Where are Mama and Papa? She spotted a familiar-looking back and ran headlong after it. It looked like Remu. Remu could help her find her parents. She began repeating Jahaiya Resh To’N through her head in Mama’s and Uncle Darshan’s pure voices.
Her endurance faltered once. She paused to catch her breath, jostled by those with more stamina, more fear, or both, and her ears picked up the sound of the hunting cry. She lifted lead feet with strength she hadn’t known she had and began to run again, her gaze fixed on the ground in front of her.
Eventually she realized she was more tired than she should have been. The sand under her feet was loose and slid with every step. Where’s the road? She whipped her head around. Behind her, a few scattered figures still labored along the Rodhyaji. Back toward the city, motionless dark shapes littered the ground – more than were still running. Large dark shapes moved among them, their forward-curving tails held aloft, sometimes sparring amongst themselves.
She slid down the dune she had been clamoring up, aiming for the road.
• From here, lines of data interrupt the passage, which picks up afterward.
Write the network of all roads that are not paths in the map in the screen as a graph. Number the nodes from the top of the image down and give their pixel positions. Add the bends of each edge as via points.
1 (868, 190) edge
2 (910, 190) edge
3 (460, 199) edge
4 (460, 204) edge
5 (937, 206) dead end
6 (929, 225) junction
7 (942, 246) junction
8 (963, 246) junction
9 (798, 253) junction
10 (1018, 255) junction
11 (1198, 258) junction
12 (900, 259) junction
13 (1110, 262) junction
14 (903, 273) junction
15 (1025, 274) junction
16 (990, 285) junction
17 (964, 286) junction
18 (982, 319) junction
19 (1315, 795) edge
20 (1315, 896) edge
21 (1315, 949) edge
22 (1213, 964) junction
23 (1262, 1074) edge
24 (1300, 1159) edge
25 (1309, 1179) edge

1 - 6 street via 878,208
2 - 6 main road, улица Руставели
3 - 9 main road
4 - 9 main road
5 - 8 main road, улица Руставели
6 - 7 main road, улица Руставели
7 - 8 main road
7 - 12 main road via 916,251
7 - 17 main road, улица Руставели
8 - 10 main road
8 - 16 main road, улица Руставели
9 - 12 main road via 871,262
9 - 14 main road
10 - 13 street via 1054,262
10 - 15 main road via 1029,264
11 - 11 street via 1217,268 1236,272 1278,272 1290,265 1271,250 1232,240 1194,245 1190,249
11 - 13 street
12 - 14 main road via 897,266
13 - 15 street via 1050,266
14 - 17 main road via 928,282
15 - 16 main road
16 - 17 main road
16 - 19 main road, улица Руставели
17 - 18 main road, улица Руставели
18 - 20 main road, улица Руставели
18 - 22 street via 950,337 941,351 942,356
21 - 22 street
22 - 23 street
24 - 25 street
Her belly filled with a fearful heat even as the hair on the nape of her neck stood on end. A gentle swish of sand came from the peak of the dune.
The three-count beat of a galloping horse approached, but no one knew she was here. Chandi turned to look over her shoulder. A shadow was rising up out of the sand, a great rounded shape larger than a camel with pincers nearly as big as she was. The creature’s massive tail ended in a spike. The image transfixed her. She wanted to scream, but she could not find her voice any more than she could wrest her eyes away.
There was a blur of motion, and then a man on horseback stood between her and the creature. Time froze as they faced off.
Tchrah-ja! It screamed its blood-curdling cry. A sound of stone clashing against steel. The horseman blocked the pincer strike with the broad, blunt blade of a khanda. He seemed to have no fear of the creature. The horseman parried another claw. The creature’s tail slammed down, but the horse danced out of the way. It was as though she had opened her eyes in an unfamiliar play. She was dancing the lead, and the mysterious horseman was her hero.
It was the monster that backed down, crawling on its eight spike legs toward the city gates in search of easier prey. The horseman did not move until the beast was small on the crest of another dune. Chandi blinked. Suddenly she felt sand chafing her palms, and the day’s warmth on her buttocks through the pleats of her dhoti.
“Are you all right?” The stranger dismounted even as he asked the question. His voice was soft and soothing.
Chandi gripped the hand he extended to help her to her feet. “Yes, I… I think so. What…?”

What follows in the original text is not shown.